Poderíamos brindar com Champagne, com Cava, com Sekt, com Prosecco ou com qualquer outro dos muitos nomes de vinhos espumantes existentes no mundo. Poderíamos... mas não é necessário. Na verdade, é virtualmente impossível perceber por que razão o tradicional chauvinismo português face aos vinhos estrangeiros não se estende ao pequeno mundo dos vinhos espumantes.
É difícil perceber porque depreciamos e desprezamos os vinhos estrangeiros como se assumíssemos um princípio moral, plenamente convencidos que produzimos os melhores vinhos do mundo, para depois, quando chegamos aos vinhos espumantes, invertemos o sentimento, deixando que a dúvida agite a nossa confiança. De forma quase ingénua, entretemo-nos a valorizar o que é estrangeiro, só por ser estrangeiro, elevando os espumantes de outros países à condição de excelência.
É difícil perceber os porquês e as razões para esta cisma nacional, sobretudo quando em Portugal também existem vinhos espumantes de belíssima qualidade, propostos a preços extremamente atraentes face aos seus congéneres internacionais. Então porque não aproveitar o que de melhor se faz em Portugal, em vez de se deixar simplesmente seduzir por um nome estrangeiro... que raramente corresponde à qualidade que lhe idealiza?
Espumantes de qualidade não faltam, maioritariamente originários das regiões mais clássicas e tradicionais no estilo, mesmo se por vezes surjam agradáveis surpresas dos sítios mais inesperados. Se Távora-Varosa e Bairrada continuam a afirmar-se como as duas regiões mais empenhadas nos espumantes, assiste-se hoje ao despertar de duas outras regiões para a magia dos espumantes, Bucelas e Vinho Verde, duas regiões com um elevado potencial natural para se afirmarem no estilo. E depois há realidades surpreendentes mas muito interessantes, exercícios de excelência como o que a Vértice faz no Douro, um local pouco provável, ou os ensaios que a Sogrape faz no Dão, na Quinta dos Carvalhais, com resultados francamente animadores.

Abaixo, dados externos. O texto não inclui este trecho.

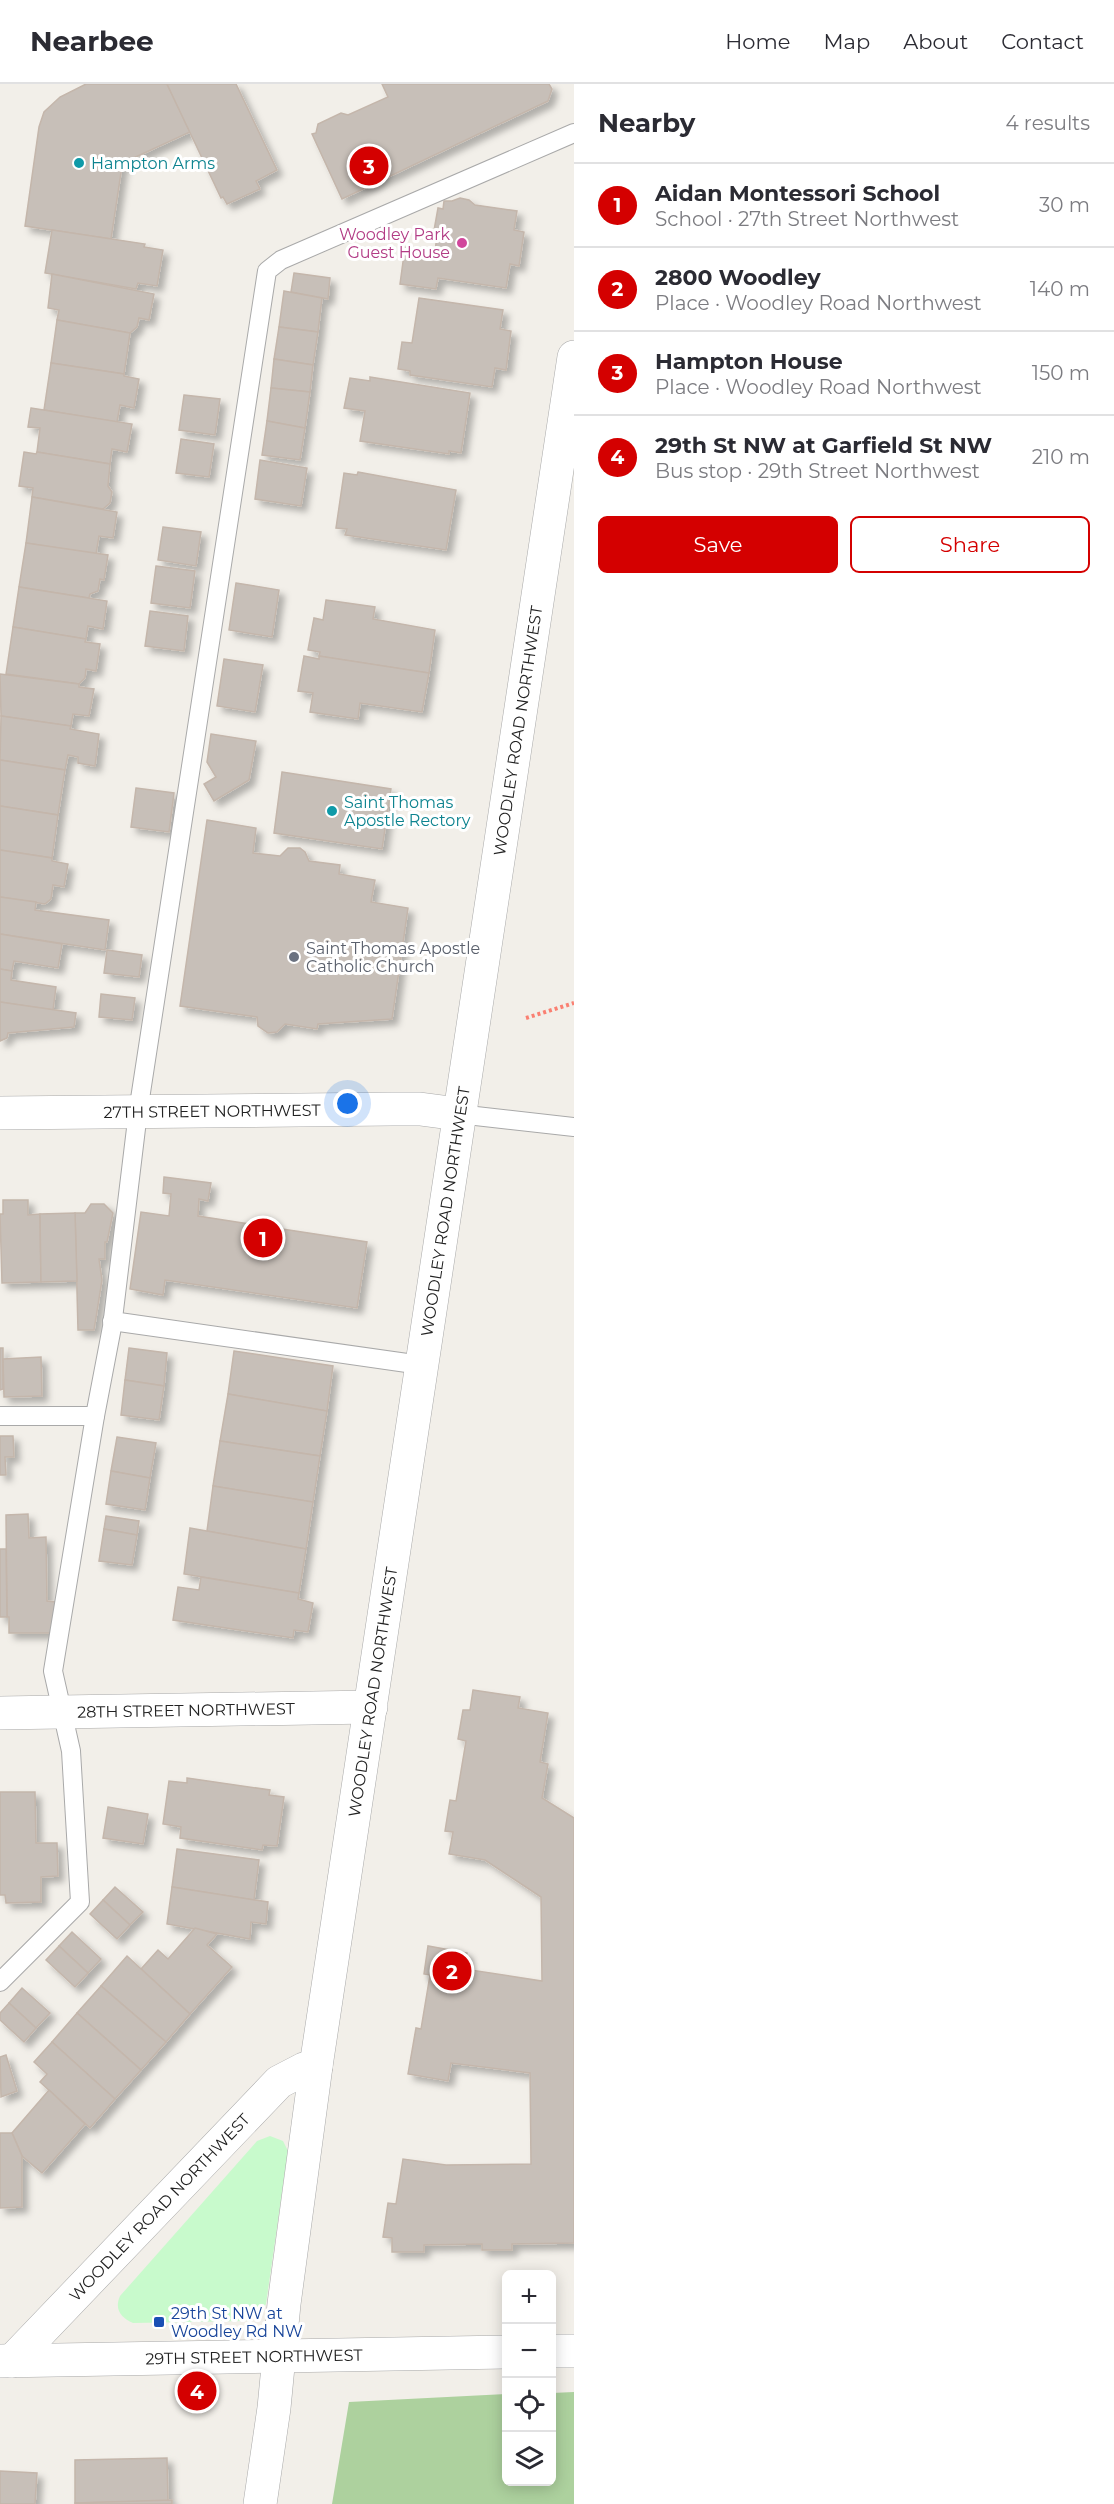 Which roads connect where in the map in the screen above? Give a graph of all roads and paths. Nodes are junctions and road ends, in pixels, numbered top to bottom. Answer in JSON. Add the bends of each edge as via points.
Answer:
{"nodes":[{"id":1,"x":574,"y":133,"type":"edge"},
{"id":2,"x":574,"y":357,"type":"edge"},
{"id":3,"x":574,"y":1003,"type":"edge"},
{"id":4,"x":526,"y":1018,"type":"dead end"},
{"id":5,"x":138,"y":1112,"type":"junction"},
{"id":6,"x":0,"y":1113,"type":"edge"},
{"id":7,"x":458,"y":1114,"type":"junction"},
{"id":8,"x":574,"y":1127,"type":"edge"},
{"id":9,"x":112,"y":1321,"type":"junction"},
{"id":10,"x":421,"y":1365,"type":"junction"},
{"id":11,"x":0,"y":1416,"type":"edge"},
{"id":12,"x":95,"y":1416,"type":"junction"},
{"id":13,"x":371,"y":1707,"type":"junction"},
{"id":14,"x":63,"y":1712,"type":"junction"},
{"id":15,"x":0,"y":1713,"type":"edge"},
{"id":16,"x":0,"y":1982,"type":"edge"},
{"id":17,"x":316,"y":2066,"type":"junction"},
{"id":18,"x":556,"y":2351,"type":"edge"},
{"id":19,"x":574,"y":2351,"type":"edge"},
{"id":20,"x":502,"y":2352,"type":"edge"},
{"id":21,"x":279,"y":2355,"type":"junction"},
{"id":22,"x":6,"y":2361,"type":"edge"},
{"id":23,"x":260,"y":2504,"type":"edge"}],
"edges":[{"from":1,"to":5,"type":"lane","via":[[281,260],[267,271]]},
{"from":2,"to":7,"type":"street","name":"WOODLEY ROAD NORTHWEST"},
{"from":3,"to":4,"type":"path"},
{"from":5,"to":6,"type":"street","name":"27TH STREET NORTHWEST"},
{"from":5,"to":7,"type":"street","name":"27TH STREET NORTHWEST","via":[[420,1109]]},
{"from":5,"to":9,"type":"lane"},
{"from":7,"to":8,"type":"lane"},
{"from":7,"to":10,"type":"street","name":"WOODLEY ROAD NORTHWEST"},
{"from":9,"to":10,"type":"lane"},
{"from":9,"to":12,"type":"lane"},
{"from":10,"to":13,"type":"street","name":"WOODLEY ROAD NORTHWEST"},
{"from":11,"to":12,"type":"lane"},
{"from":12,"to":14,"type":"lane","via":[[53,1671]]},
{"from":13,"to":14,"type":"street","name":"28TH STREET NORTHWEST"},
{"from":13,"to":17,"type":"street","name":"WOODLEY ROAD NORTHWEST"},
{"from":14,"to":15,"type":"street","name":"28TH STREET NORTHWEST"},
{"from":14,"to":16,"type":"lane","via":[[71,1751],[80,1902]]},
{"from":17,"to":21,"type":"street","name":"WOODLEY ROAD NORTHWEST"},
{"from":17,"to":22,"type":"street","name":"WOODLEY ROAD NORTHWEST","via":[[279,2082]]},
{"from":18,"to":19,"type":"street"},
{"from":20,"to":21,"type":"street","name":"29TH STREET NORTHWEST"},
{"from":21,"to":22,"type":"street","name":"29TH STREET NORTHWEST"},
{"from":21,"to":23,"type":"street","name":"WOODLEY ROAD NORTHWEST"}]} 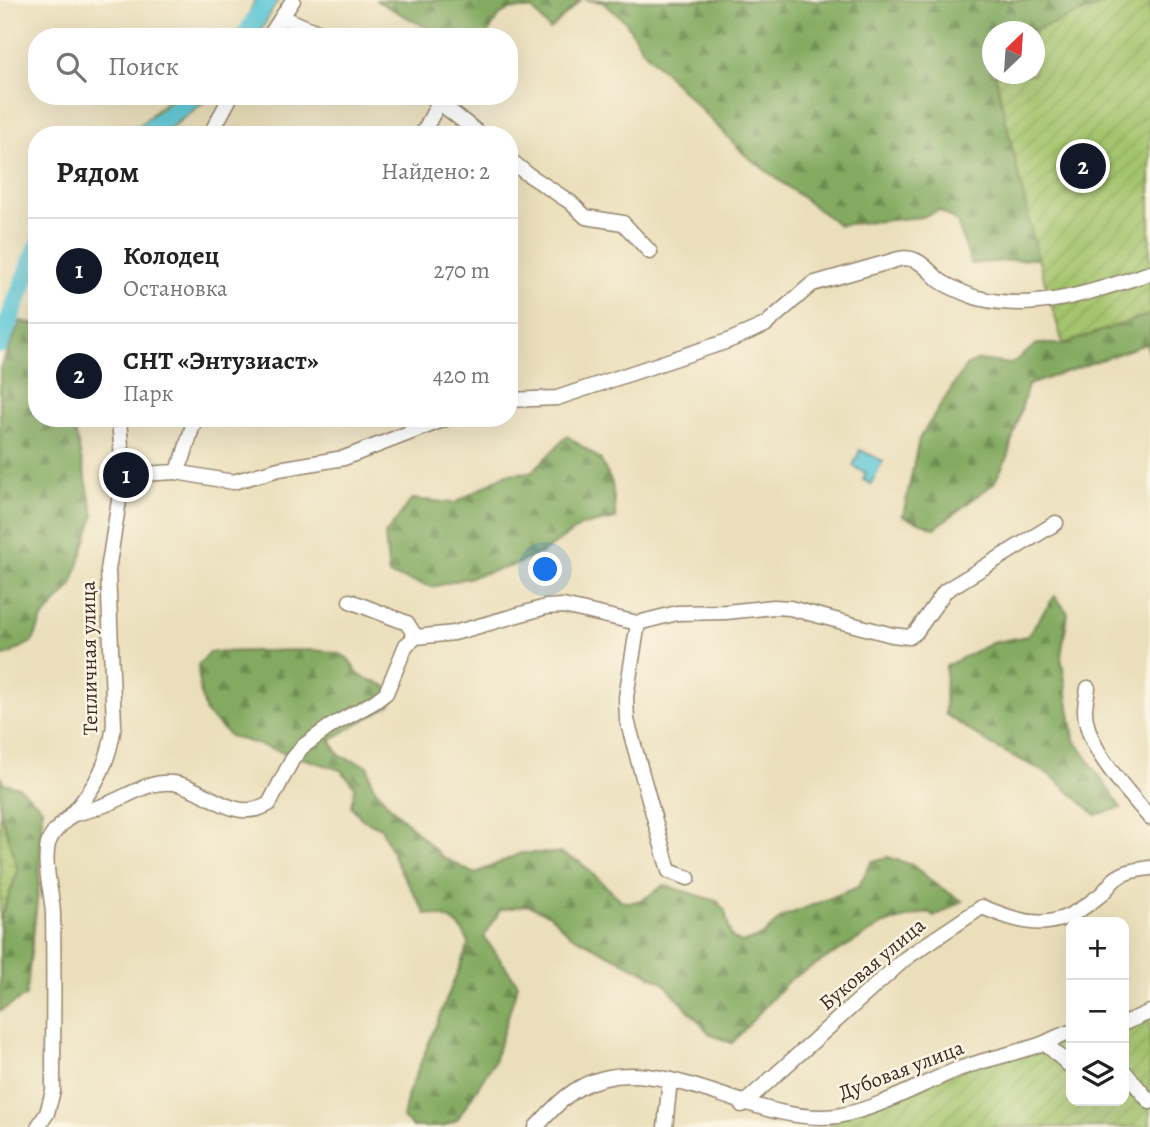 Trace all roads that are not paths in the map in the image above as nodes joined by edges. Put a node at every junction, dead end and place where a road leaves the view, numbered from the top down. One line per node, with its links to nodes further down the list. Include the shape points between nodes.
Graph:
1 (293, 0): 2 (street)
2 (282, 17): 3 (street); 4 (street)
3 (274, 28)
4 (308, 28)
5 (226, 105): 8 (street)
6 (433, 105): 9 (street)
7 (443, 105): 10 (street)
8 (215, 126)
9 (425, 126)
10 (470, 126)
11 (518, 166): 12 (street, via 586,217 623,223)
12 (650, 252)
13 (1150, 272): 14 (street, via 1102,289 1029,304 978,298 939,280 912,258 899,259 812,284 765,325 729,341 556,398)
14 (518, 400)
15 (120, 427): 19 (street, Тепличная улица)
16 (192, 427): 18 (street)
17 (425, 427): 18 (street, via 344,458 233,482)
18 (176, 472): 19 (street)
19 (123, 475): 25 (street, Тепличная улица, via 108,570 114,706 111,746 99,778)
20 (1056, 523): 22 (street, via 945,591 909,637 774,607 677,613)
21 (350, 601): 23 (street, via 408,623)
22 (638, 622): 23 (street, via 563,606 546,607 454,633); 28 (street, via 626,696 627,720 669,871)
23 (416, 637): 25 (street, via 406,645 382,697 302,747 269,804 262,808 229,808 187,787 164,782)
24 (1088, 688): 26 (street, via 1084,711 1091,740)
25 (71, 815): 38 (street, Тепличная улица, via 51,836 47,850 53,914 53,1091)
26 (1150, 818)
27 (1150, 868): 37 (street, Буковая улица, via 1126,872 1098,897 1051,923 1031,923 982,907 906,958)
28 (688, 878)
29 (1150, 1012): 30 (street)
30 (1129, 1021)
31 (1066, 1033): 32 (street, Дубовая улица)
32 (1045, 1043): 33 (street); 37 (street, Дубовая улица, via 837,1116 789,1116)
33 (1066, 1061)
34 (1129, 1077): 36 (street)
35 (670, 1080): 37 (street); 39 (street, via 600,1079 572,1093); 40 (street)
36 (1150, 1102)
37 (742, 1105)
38 (38, 1127)
39 (536, 1127)
40 (665, 1127)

Entre todos os pares, entre todos os produtores de todas as regiões, a Murganheira destaca-se pelos seus espumantes envelhecidos, instruídos durante longos anos no repouso das caves da casa, suportando estágios que chegam a ultrapassar os dez anos de espera, lançados para o mercado somente quando atingem o momento óptimo de consumo, numa prática que é financeiramente difícil de sustentar mas que faz maravilhas aos vinhos da casa.
Entre todos os Murganheira, aquele que mais me encanta é a Cuvée Reserva Especial Bruto 2002 um espumante já com alguma idade que se apresenta vestido de cor amarela ouro pálida. Brilhante nas notas de padaria, nos aromas de torradas e nos leves traços de licor, denuncia uma complexidade pouco habitual nos vinhos espumantes. Delicado e fresco, viçoso e revigorante, complexo e distinto, é uma das melhores publicações de sempre de espumantes nacionais, com muitos anos de vida pela frente. Um espumante que merece atenção profunda e que ganha se for bebido antes ou durante a refeição.